Television broadcasts of Pac-12 games last season had the same issue: fuzzy reception on the TV screen. And it wasn’t your television.

Pac-12 insider John Canzano has reported that one game in particular, Washington State vs. Oregon on Nov. 13, had the minimum number of cameras (6), but that staff and contractors who worked that game told Canzano that the network sent a sub-standard production truck to the event, used a back-up spotter, and didn’t have a stage manager present.

It appeared to be cost-cutting by the network and wondered if the Pac-12 might want to bring the issue up in the next round of media rights negotiations. An ESPN spokesperson read my column last November and wrote to tell me, “The notion that we are doing Pac-12 games on the cheap is patently false.”

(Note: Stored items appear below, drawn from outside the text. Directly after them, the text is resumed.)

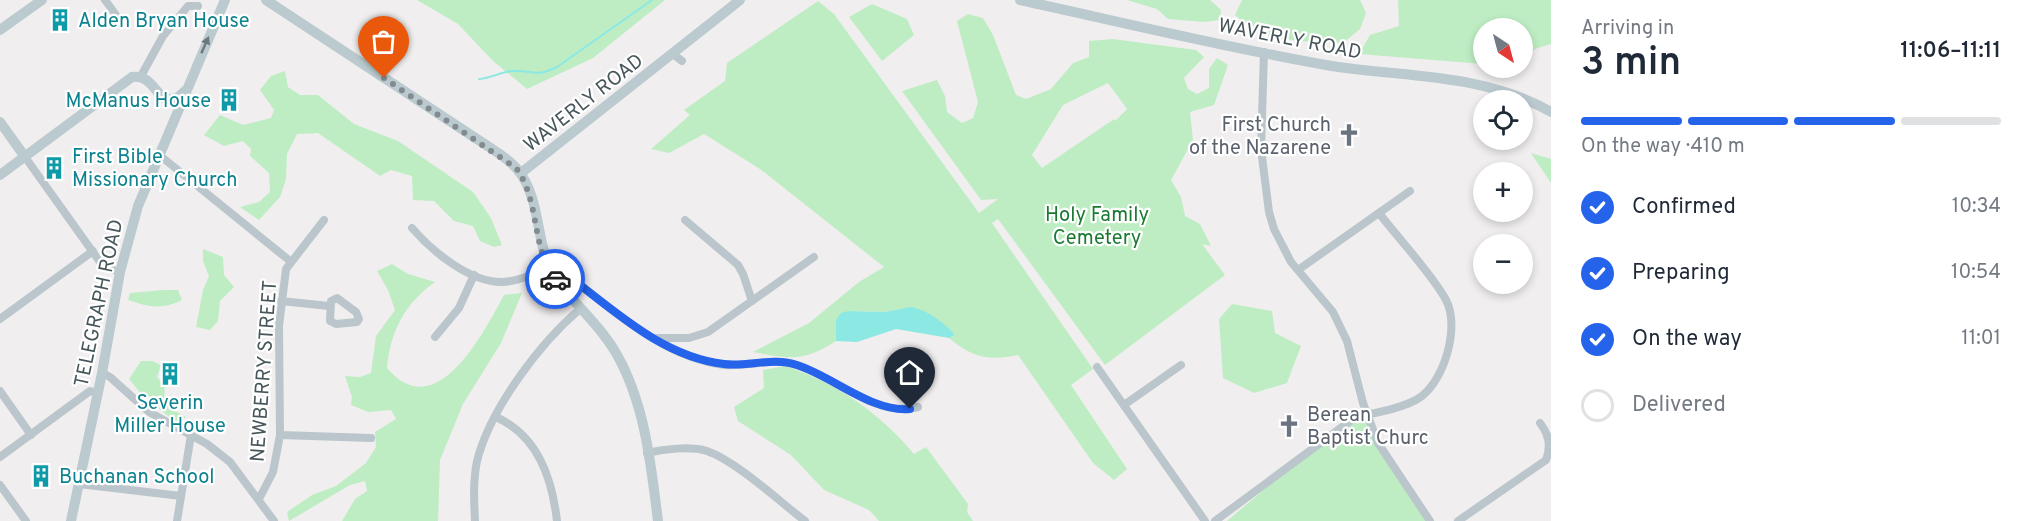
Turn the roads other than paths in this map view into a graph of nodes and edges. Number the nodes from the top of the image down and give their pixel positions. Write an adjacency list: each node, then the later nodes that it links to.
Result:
1 (42, 0): 9 (street)
2 (105, 0): 8 (street)
3 (225, 0): 12 (street, TELEGRAPH ROAD, one-way to 3)
4 (266, 0): 19 (street, WAVERLY ROAD)
5 (740, 0): 19 (street, WAVERLY ROAD)
6 (1020, 0): 10 (street, WAVERLY ROAD)
7 (198, 6): 11 (street)
8 (116, 15)
9 (0, 30)
10 (1264, 52): 14 (street, WAVERLY ROAD); 30 (street)
11 (141, 76): 13 (street); 18 (street)
12 (185, 91): 13 (street); 15 (street, TELEGRAPH ROAD)
13 (166, 100): 15 (street)
14 (1551, 112)
15 (174, 118): 17 (street, TELEGRAPH ROAD)
16 (0, 122): 18 (street)
17 (158, 154): 28 (street); 31 (street, TELEGRAPH ROAD)
18 (26, 157): 20 (street); 26 (street)
19 (521, 173): 29 (street)
20 (0, 175)
21 (1410, 191): 22 (street)
22 (1379, 213): 30 (street); 48 (street)
23 (324, 219): 28 (street, NEWBERRY STREET)
24 (685, 220): 35 (street)
25 (412, 228): 32 (street)
26 (93, 251): 31 (street); 38 (street)
27 (814, 257): 35 (street)
28 (290, 261): 34 (street, NEWBERRY STREET)
29 (548, 268): 32 (street); 33 (street)
30 (1299, 270): 48 (street)
31 (120, 272): 43 (street, TELEGRAPH ROAD)
32 (474, 275): 39 (street)
33 (555, 279): 37 (street); 40 (street)
34 (281, 301): 36 (street); 53 (street, NEWBERRY STREET)
35 (752, 302): 40 (street)
36 (329, 306)
37 (580, 309): 49 (street); 55 (street)
38 (0, 319)
39 (435, 338)
40 (653, 338): 47 (street)
41 (1181, 364): 46 (street)
42 (1097, 367): 46 (street)
43 (102, 374): 45 (street, TELEGRAPH ROAD); 52 (street)
44 (0, 391): 51 (street)
45 (97, 393): 51 (street); 57 (street, TELEGRAPH ROAD)
46 (1124, 405): 69 (street)
47 (918, 407)
48 (1366, 414): 70 (street); 71 (street)
49 (496, 417): 65 (street); 66 (street)
50 (1540, 423): 72 (street)
51 (31, 435): 56 (street)
52 (190, 435): 59 (street); 60 (street)
53 (280, 435): 54 (street); 60 (street, NEWBERRY STREET)
54 (371, 438)
55 (647, 453): 67 (street); 68 (street)
56 (0, 457)
57 (79, 484): 59 (street); 62 (street, TELEGRAPH ROAD)
58 (0, 485): 61 (street)
59 (181, 496): 63 (street)
60 (259, 499): 64 (street)
61 (26, 521)
62 (71, 521)
63 (177, 521)
64 (274, 521)
65 (475, 521)
66 (557, 521)
67 (658, 521)
68 (805, 521)
69 (1205, 521)
70 (1215, 521)
71 (1430, 521)
72 (1458, 521)

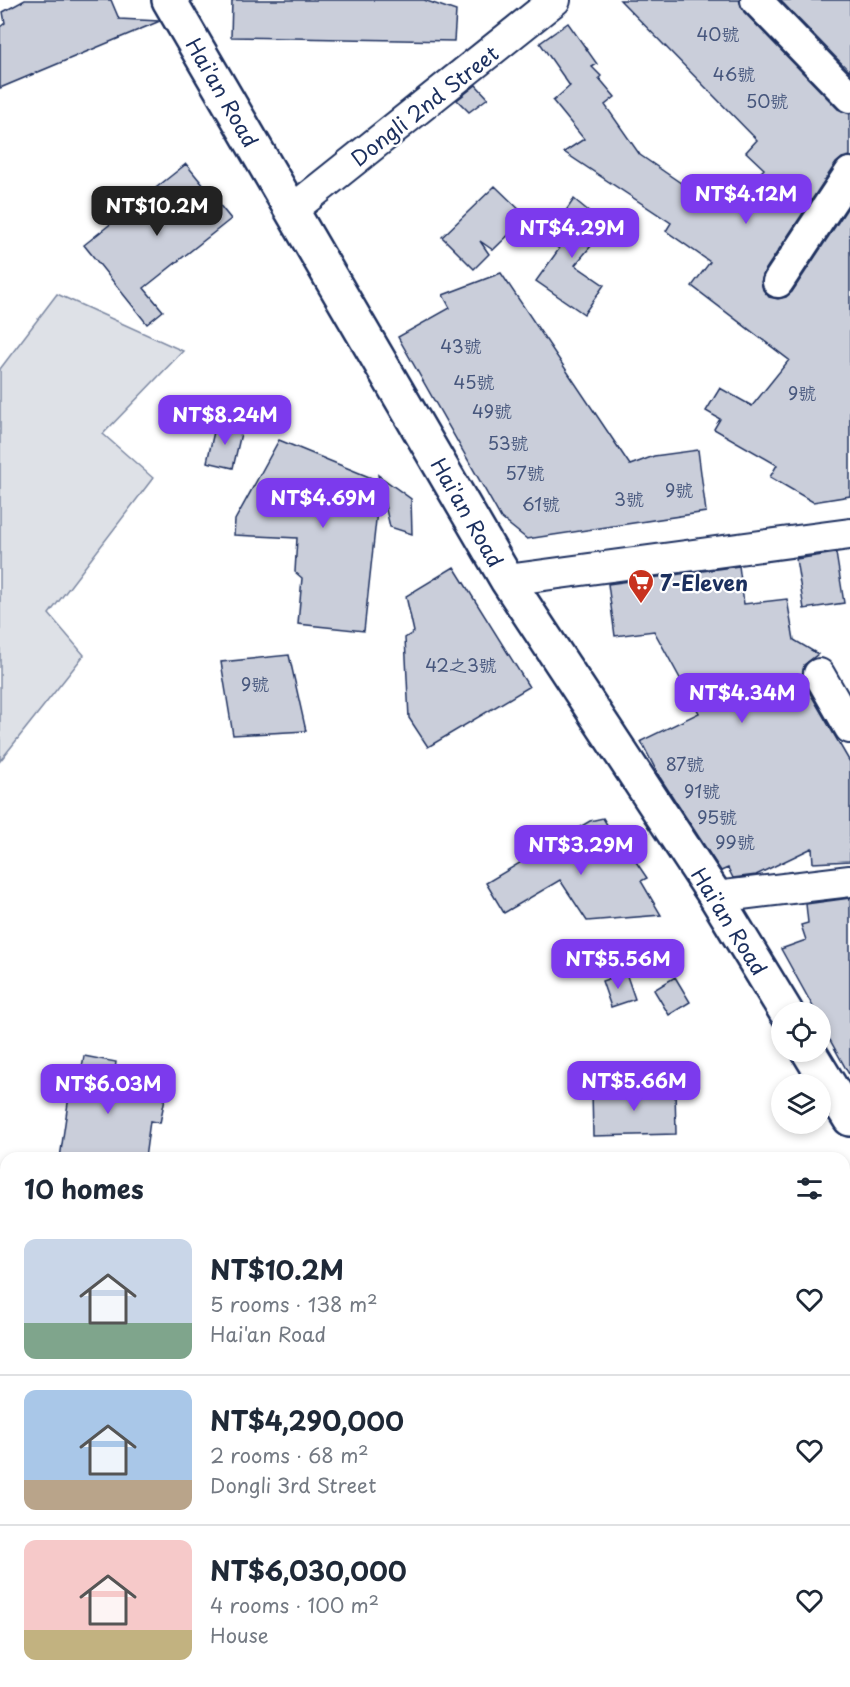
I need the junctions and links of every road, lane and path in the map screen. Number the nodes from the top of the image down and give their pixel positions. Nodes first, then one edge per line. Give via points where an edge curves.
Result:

The issue, per an engineer who worked to solve it, was compatibility between the Sony-manufactured cameras being used to capture the action on the field and the non-Sony Camera Control Unit in the CSP Mobile Productions-owned truck.

It appears that ESPN has corrected the issue.

Bill Hofheimer, senior director of communications for ESPN, told Canzano on Wednesday morning, “We took a look at this in the offseason and will be using a new vendor this fall.”

Another source told Canzano that the trucks that will be used this season are now all wired with Sony CCU’s.

“Everything this year is more standard across the board, tech-wise,” the source said.